<<<<

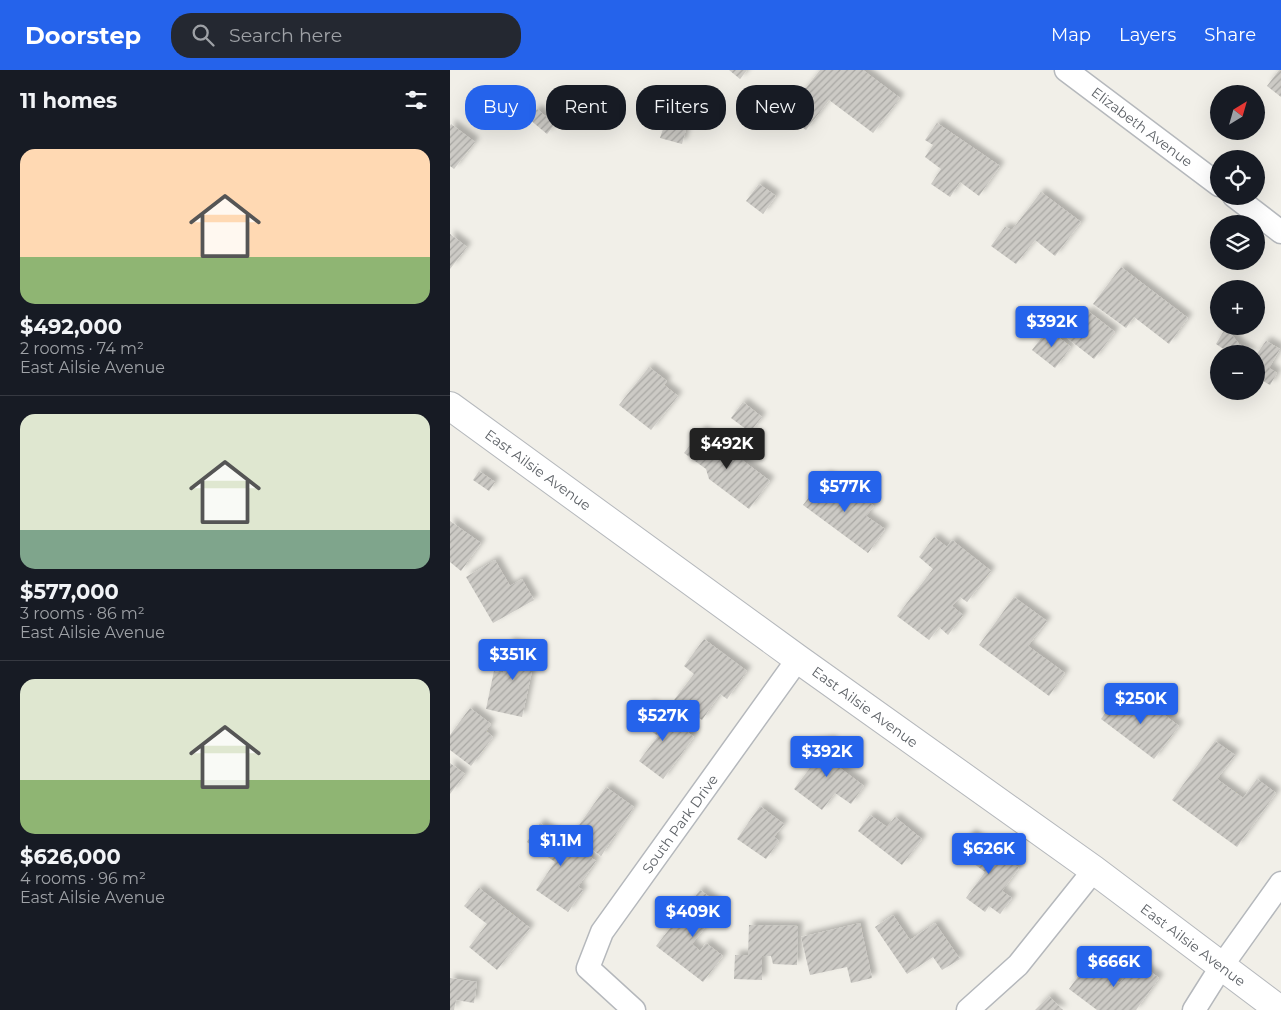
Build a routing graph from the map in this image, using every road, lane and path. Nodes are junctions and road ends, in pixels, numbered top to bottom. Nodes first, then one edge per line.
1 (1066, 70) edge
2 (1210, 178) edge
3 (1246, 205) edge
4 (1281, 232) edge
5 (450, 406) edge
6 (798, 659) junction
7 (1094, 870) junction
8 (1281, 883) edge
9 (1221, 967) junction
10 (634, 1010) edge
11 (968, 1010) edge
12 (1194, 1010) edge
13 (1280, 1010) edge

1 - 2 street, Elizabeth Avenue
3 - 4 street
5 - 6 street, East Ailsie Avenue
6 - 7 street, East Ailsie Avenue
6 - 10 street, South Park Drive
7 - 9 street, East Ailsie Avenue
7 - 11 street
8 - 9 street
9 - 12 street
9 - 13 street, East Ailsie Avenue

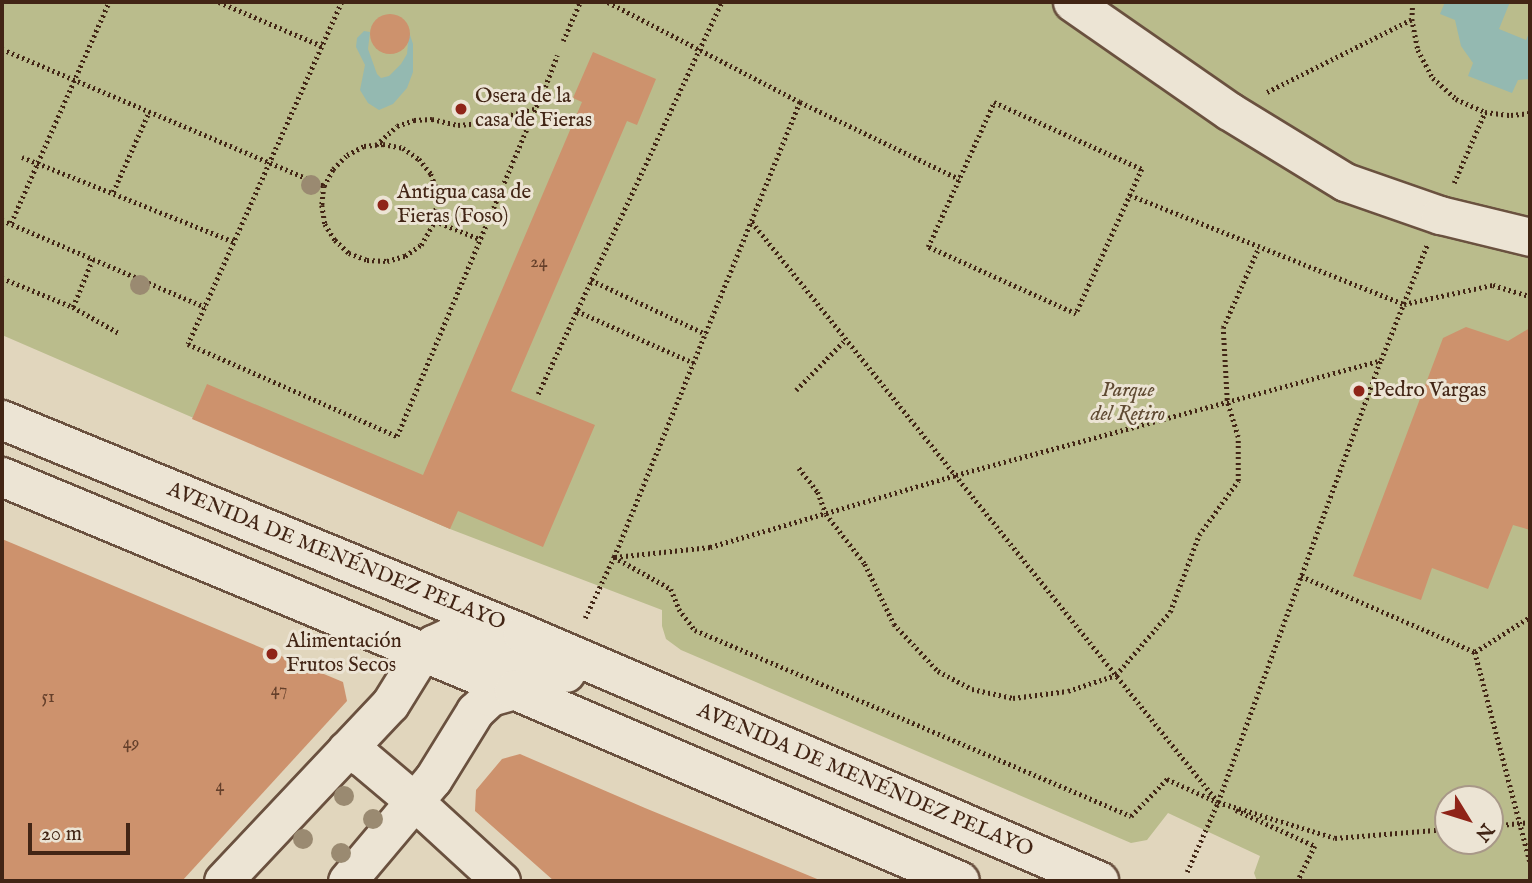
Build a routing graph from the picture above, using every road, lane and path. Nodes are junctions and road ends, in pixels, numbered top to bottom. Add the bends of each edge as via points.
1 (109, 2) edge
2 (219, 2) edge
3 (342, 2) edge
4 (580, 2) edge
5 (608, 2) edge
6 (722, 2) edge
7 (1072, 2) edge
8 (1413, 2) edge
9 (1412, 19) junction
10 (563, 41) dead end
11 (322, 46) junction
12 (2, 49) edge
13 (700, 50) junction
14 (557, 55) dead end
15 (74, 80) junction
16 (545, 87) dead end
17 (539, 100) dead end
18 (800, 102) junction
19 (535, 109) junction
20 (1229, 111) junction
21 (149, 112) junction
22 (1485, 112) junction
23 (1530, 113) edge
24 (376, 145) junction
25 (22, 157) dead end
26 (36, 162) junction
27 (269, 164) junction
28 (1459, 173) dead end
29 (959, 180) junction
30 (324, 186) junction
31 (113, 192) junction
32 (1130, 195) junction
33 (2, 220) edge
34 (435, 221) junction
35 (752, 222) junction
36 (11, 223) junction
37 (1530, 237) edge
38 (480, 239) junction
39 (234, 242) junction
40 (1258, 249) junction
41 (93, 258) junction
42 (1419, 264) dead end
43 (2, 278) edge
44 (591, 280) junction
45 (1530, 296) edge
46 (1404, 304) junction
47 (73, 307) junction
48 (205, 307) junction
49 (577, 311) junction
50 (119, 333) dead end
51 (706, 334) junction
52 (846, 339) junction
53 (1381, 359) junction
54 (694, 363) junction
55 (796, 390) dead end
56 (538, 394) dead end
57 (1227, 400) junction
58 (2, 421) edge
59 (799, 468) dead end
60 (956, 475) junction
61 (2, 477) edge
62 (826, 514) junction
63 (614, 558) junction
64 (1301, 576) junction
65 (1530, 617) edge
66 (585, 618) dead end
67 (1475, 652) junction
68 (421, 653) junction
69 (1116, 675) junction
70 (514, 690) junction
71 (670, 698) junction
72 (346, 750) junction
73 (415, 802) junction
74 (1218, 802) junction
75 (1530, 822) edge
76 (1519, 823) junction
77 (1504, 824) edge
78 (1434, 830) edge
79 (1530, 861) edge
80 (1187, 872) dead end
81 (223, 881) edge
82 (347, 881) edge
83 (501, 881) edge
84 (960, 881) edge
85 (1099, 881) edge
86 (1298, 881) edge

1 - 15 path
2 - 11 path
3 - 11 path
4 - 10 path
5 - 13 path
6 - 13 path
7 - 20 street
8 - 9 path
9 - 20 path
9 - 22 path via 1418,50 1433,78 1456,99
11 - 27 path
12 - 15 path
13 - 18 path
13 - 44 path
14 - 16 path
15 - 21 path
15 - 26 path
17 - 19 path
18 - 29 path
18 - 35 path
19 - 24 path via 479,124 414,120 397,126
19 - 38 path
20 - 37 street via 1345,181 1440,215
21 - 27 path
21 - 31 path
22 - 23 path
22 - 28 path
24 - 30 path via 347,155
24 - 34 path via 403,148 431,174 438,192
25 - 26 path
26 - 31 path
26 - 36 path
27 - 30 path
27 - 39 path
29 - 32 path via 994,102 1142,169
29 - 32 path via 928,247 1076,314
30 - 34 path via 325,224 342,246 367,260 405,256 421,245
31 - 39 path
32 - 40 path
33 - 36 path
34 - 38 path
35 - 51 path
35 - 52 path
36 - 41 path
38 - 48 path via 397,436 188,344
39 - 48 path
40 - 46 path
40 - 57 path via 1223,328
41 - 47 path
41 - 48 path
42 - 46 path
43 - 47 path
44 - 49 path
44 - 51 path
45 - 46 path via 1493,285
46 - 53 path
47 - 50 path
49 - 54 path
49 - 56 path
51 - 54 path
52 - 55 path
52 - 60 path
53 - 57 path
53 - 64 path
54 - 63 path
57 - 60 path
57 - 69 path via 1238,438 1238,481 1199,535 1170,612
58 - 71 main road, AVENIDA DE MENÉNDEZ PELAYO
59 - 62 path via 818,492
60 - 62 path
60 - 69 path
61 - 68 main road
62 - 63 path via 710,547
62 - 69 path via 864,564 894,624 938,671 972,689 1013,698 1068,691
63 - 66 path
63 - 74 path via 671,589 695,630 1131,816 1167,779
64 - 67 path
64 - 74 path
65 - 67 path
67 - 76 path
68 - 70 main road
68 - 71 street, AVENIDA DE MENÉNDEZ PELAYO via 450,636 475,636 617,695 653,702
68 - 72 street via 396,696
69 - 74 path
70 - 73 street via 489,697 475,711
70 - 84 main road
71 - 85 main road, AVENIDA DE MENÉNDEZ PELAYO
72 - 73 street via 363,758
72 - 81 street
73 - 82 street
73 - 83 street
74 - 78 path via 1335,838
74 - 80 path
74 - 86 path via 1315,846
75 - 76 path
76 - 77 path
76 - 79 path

>>>>

PROBLEM STATEMENT: Lines in the records above that carry the word "PELAYO" are to be located and copied.

SOLUTION FOR THIS PROBLEM:
58 - 71 main road, AVENIDA DE MENÉNDEZ PELAYO
68 - 71 street, AVENIDA DE MENÉNDEZ PELAYO via 450,636 475,636 617,695 653,702
71 - 85 main road, AVENIDA DE MENÉNDEZ PELAYO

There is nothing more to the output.